** Assignment **
In your transcription, keep every record exact and leave out the pictures.

(Source data begins)

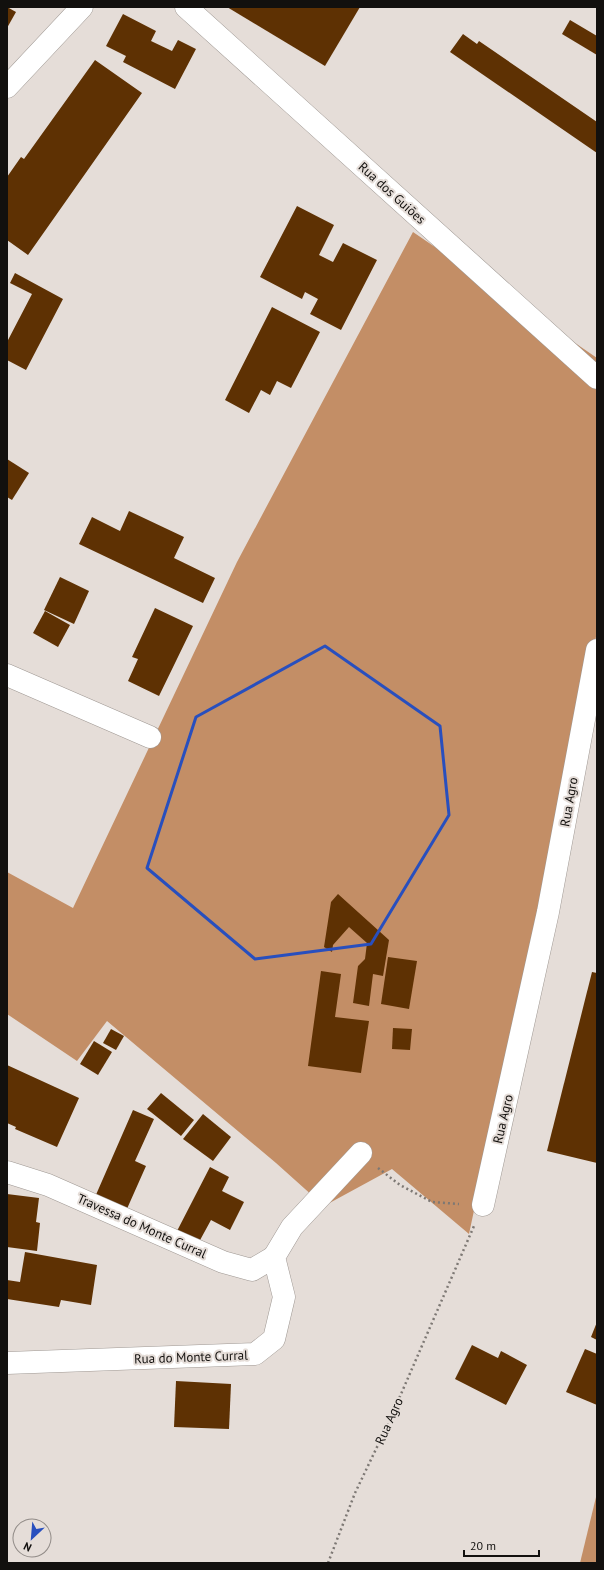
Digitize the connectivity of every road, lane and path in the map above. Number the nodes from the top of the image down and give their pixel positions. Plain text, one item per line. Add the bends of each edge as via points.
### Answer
1 (82, 7) edge
2 (186, 7) edge
3 (7, 87) edge
4 (597, 378) edge
5 (597, 650) edge
6 (7, 675) edge
7 (150, 737) dead end
8 (361, 1153) joint
9 (7, 1172) edge
10 (483, 1205) junction
11 (274, 1257) junction
12 (7, 1363) edge
13 (328, 1563) edge

1 - 3 street
2 - 4 street, Rua dos Guiões
5 - 10 street, Rua Agro via 548,912
6 - 7 street
8 - 10 path via 400,1185 432,1202
8 - 11 street via 292,1227
9 - 11 street, Travessa do Monte Curral via 48,1185 223,1262 252,1270
10 - 13 path, Rua Agro via 388,1424 355,1492
11 - 12 street, Rua do Monte Curral via 284,1297 274,1339 255,1354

(Source data ends)

** Your response **
Digitize the connectivity of every road, lane and path in the map above. Number the nodes from the top of the image down and give their pixel positions. Plain text, one item per line. Add the bends of each edge as via points.
### Answer
1 (82, 7) edge
2 (186, 7) edge
3 (7, 87) edge
4 (597, 378) edge
5 (597, 650) edge
6 (7, 675) edge
7 (150, 737) dead end
8 (361, 1153) joint
9 (7, 1172) edge
10 (483, 1205) junction
11 (274, 1257) junction
12 (7, 1363) edge
13 (328, 1563) edge

1 - 3 street
2 - 4 street, Rua dos Guiões
5 - 10 street, Rua Agro via 548,912
6 - 7 street
8 - 10 path via 400,1185 432,1202
8 - 11 street via 292,1227
9 - 11 street, Travessa do Monte Curral via 48,1185 223,1262 252,1270
10 - 13 path, Rua Agro via 388,1424 355,1492
11 - 12 street, Rua do Monte Curral via 284,1297 274,1339 255,1354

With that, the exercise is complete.